続いて、カラーバリエーションの展開が難しかったので、子どもが「好きな色」について調査した。事前に様々な予測をしたが、大人が思っている子どもが好きな色と、実際に子どもが好きな色には大きな隔たりがあった。大人は濃い色を想定していたが、実際には子どもは淡い色を好む傾向があった。
また、「携帯電話の使い方」を親と子どもにそれぞれ聞いてみると、子どもは、「ムシキングなどのサイトを見たい」、「写真を撮りたい」といった答えがあるものの、一番多いのは「母親に電話をしたい」というものだった。また、親については、「子どもとの通話」と「子どもの位置情報の取得」の2つに絞られた。
これまでの調査結果から、「ジュニアケータイ」のコンセプトは
ということが導かれた。
「子どもが使いやすいこと」については、端末の大きさにこだわった。様々な端末を社内の子どもがいる家庭に配布してビデオで撮影し、どのくらいの年齢の子どもがどのくらいの大きさの端末を無理なく使うことができるのかを検証した。結果、高学年になるとどのような端末でもそれなりに使えるのだが、小学校低学年の場合、端末によっては通話ボタンまで指が届かない場合があるということがわかった。「ジュニアケータイ」は小学校1〜4年生をターゲットにしているため、端末のサイズを無理なく使えるサンプル端末のサイズを基準に小さくすることとした。
「安心」については使って安心なサービス/機能と制限機能を柱に考えた。
まず、母親の利用ニーズの高い位置情報サービスを3つ(「安心ナビ」、「ココセコム」、「ヘルプネット」)プリセットしている。「安心ナビ」では対応端末同士で位置情報を任意に確認できる「いつでも位置確認」「位置確認メール」のほか、あらかじめ設定した時間帯に設定したエリアに近づく(エリア内にいる)、または離れた(エリア内にいない)場合にメールで通知する「エリア通知」が利用できる。「ココセコム」「ヘルプネット」とも、同様に任意に子どもの位置を確認できるサービスである。両者の違いは、「ココセコム」は、万が一の事態が生じた場合、セコムスタッフが急行する一方、「ヘルプネット」は、状況に応じて、消防や警察などの関係機関に居場所を通知するところである。「安心ナビ」の内、「位置確認メール」「エリア通知」は標準で利用できるサービスだが、「安心ナビ いつでも位置確認」、「ココセコム」、「ヘルプネット」は申し込みが必要である。このように子どもの位置を確認するサービスは、母親が強く利用を希望しているが、それがどこにあるのかを探して、アプリをダウンロードするなど煩雑な操作を要する。「ジュニアケータイ」ではこれらのアプリをプリセットすることによって、母親が簡単に利用開始できるようにした。そのほかに、防犯ベルが鳴らされると「ペア機能」に登録した相手に子どもの位置情報を通知する機能を設けた。「ペア機能」は良く通話/通信をする相手を5人まで登録でき、簡単に発信が出来るというもので、「ジュニアケータイ」の他、Sweetsシリーズ等に搭載されている。

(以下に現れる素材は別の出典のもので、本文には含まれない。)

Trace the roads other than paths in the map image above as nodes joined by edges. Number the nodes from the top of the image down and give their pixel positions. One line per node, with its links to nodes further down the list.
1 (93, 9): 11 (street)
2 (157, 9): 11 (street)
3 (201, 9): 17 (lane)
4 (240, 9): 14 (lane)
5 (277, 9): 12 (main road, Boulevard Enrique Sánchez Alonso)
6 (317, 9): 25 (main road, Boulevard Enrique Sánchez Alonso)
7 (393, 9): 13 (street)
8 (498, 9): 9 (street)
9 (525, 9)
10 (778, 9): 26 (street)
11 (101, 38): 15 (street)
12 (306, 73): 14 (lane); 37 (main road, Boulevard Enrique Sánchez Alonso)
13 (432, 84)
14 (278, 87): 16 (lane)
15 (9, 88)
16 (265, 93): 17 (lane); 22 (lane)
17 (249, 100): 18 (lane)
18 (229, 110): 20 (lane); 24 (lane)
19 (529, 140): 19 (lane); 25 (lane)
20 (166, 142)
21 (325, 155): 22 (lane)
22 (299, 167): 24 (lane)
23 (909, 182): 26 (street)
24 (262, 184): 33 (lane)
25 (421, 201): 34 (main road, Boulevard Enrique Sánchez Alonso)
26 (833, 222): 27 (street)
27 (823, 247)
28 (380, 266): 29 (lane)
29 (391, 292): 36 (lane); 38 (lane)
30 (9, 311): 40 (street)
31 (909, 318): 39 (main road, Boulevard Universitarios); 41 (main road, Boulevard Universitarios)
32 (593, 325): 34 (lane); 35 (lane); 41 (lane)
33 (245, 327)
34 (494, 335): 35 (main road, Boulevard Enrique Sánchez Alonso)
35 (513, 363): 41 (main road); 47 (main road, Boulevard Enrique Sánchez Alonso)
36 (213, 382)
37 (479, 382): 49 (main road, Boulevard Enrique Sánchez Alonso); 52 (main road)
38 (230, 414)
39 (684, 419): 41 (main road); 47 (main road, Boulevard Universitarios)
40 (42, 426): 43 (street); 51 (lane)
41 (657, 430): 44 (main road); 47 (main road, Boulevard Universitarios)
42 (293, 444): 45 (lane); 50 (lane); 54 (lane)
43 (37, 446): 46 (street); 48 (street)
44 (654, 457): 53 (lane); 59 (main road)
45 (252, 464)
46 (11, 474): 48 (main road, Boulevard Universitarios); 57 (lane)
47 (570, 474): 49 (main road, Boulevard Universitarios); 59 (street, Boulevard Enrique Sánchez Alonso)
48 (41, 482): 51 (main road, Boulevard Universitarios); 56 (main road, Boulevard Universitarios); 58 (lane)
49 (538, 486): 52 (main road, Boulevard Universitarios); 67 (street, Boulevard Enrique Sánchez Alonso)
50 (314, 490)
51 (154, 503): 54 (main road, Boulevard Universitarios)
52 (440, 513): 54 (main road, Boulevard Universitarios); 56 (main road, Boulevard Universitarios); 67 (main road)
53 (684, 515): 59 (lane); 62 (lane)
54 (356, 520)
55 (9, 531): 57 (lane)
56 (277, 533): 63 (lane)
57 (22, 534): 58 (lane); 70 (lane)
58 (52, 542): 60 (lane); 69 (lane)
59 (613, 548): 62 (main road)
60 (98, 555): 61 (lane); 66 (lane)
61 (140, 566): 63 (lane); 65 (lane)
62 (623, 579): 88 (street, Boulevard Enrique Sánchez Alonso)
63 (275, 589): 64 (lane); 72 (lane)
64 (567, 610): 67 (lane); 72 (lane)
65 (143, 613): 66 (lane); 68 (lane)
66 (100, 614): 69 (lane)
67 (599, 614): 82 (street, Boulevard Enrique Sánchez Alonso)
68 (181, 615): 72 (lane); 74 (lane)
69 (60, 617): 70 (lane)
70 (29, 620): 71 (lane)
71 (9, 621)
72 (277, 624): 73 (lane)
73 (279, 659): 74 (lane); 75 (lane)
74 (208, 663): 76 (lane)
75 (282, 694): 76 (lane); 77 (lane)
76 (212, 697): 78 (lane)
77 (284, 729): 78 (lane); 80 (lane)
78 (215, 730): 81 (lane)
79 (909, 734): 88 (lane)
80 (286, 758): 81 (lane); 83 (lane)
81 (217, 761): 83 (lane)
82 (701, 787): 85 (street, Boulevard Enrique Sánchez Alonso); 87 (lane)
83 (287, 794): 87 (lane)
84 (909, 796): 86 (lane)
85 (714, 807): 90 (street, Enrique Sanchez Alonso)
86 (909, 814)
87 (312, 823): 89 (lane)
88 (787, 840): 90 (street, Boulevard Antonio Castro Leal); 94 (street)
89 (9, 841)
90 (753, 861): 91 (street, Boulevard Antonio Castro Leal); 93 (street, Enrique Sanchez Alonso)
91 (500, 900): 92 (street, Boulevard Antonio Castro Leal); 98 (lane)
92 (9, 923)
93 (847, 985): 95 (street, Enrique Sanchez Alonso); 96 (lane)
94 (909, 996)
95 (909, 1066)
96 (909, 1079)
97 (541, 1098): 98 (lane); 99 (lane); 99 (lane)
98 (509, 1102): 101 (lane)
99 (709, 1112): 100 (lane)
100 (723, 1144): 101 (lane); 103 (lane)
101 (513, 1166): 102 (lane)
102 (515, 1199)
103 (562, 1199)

制限機能については、携帯電話を持たせたいけれど見知らぬ相手やコンテンツとの接触が怖いという母親の意見を元に、「ジュニアモード」を搭載した。「ジュニアモード」に設定することで、ペア相手やアドレス帳に登録した先としか通話・メールができない制限、時間による制限、料金による制限、メールの回数による制限、WEBサイトへのアクセス制限、メールに含まれている電話番号やWEBサイトへの接続の制限といった制限を組み合わせて使える。それ以外にも、もともとauで提供しているきめ細やかな制限をジュニア設定メニューから簡単に設定できるようにした。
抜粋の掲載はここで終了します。